0 is NaN?

Monkey Forums/Monkey Bug Reports/0 is NaN?

Midimaster(Posted 2013) [#1]
Is this a feature or a bug?

Both Strings return different values:



Seen on V71...


ziggy(Posted 2013) [#2]
Then, what's "Test"? Are you comparing different stances of a Test object, so they will never be the same.--> EDIT: Nevermind, this is not the issue.

In the ther hand, to get the UTF character index, you may use this instead:
Local b$="S"
		WorksNot.Text=b[0]
		Works.Text="S"[0]

Int(b)will fail and is target dependant if "b" does not contain a string representation of a number. On JavaScript, it may continue executing and assign a "n/a" value, wich is always false.

Si your Int(String) is not getting UTF (ascii) value of the character, is trying to parse the string representation of a number. So, Int("123") returns a numeric 123. Int("S") will fail depending on target, will return "0" or a n/a value or any other thing, or even crash at runtime. If you need a cross platform numeric parser, you will be safer by implementing your own.

No bug here. n/a is "not a number" wich is what I would expect from an "S". "S" is not a number.


Midimaster(Posted 2013) [#3]
you missunderstood what happened!

This did not happen on different platforms, but on the same HTML5 target. If...
Local b$="S"
WorksNot.Text=Int(b)
...returns "NaN", why does...
Works.Text=Int("S")
...not return also "NaN" but "0"? I do not search for a algo, which returns the asc or utf index. I expected to get twice a "NaN"!

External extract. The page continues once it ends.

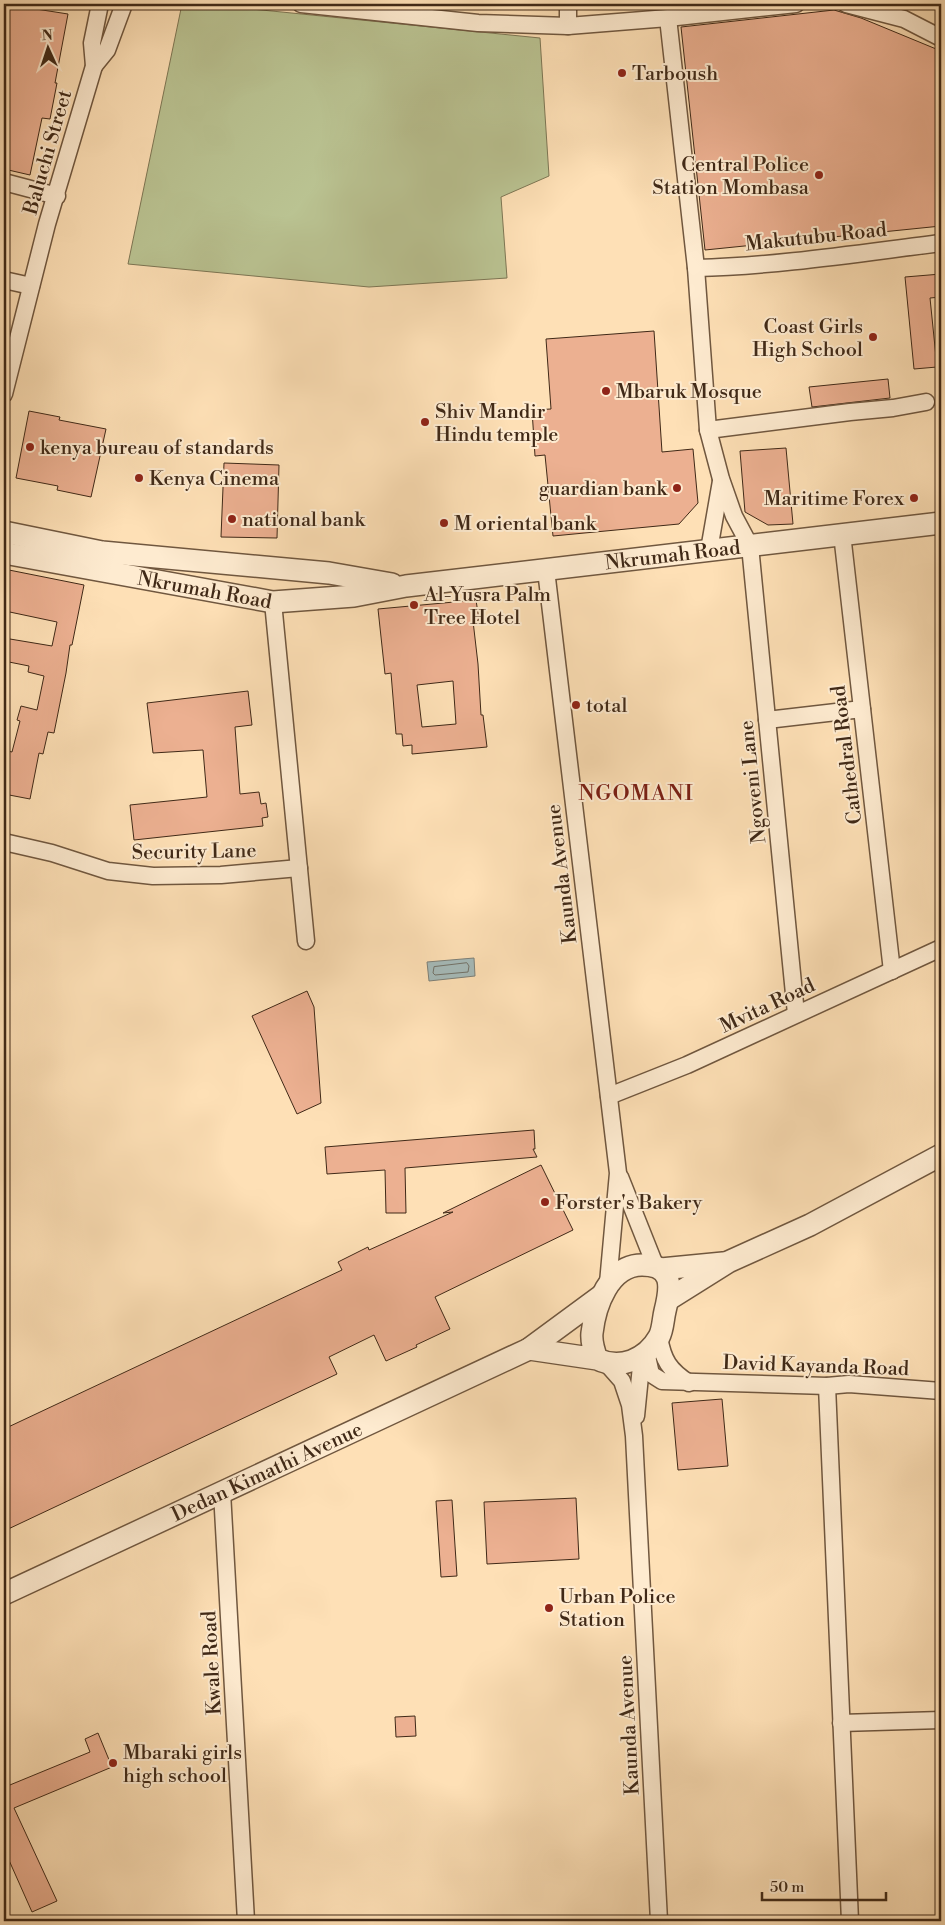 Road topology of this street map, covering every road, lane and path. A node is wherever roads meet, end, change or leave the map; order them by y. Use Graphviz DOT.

"...No bug here. n/a is "not a number" wich is what I would expect from an "S". "S" is not a number..."

That's the bug I found... "S" return "0" and "NaN".

Print WorksNot.Text prints "NaN", while Print Works.Text prints "0"

I exchanged the code above to a complete runnable sample So you can see too!


muddy_shoes(Posted 2013) [#4]
Int("S") isn't being evaluated at runtime. There's some sort of optimisation being attempted to evaluate the constant string at compile time. Considering the variation across targets in string->int parsing the difference between the Monkey compile time evaluation and the target runtime evaluation is inevitable.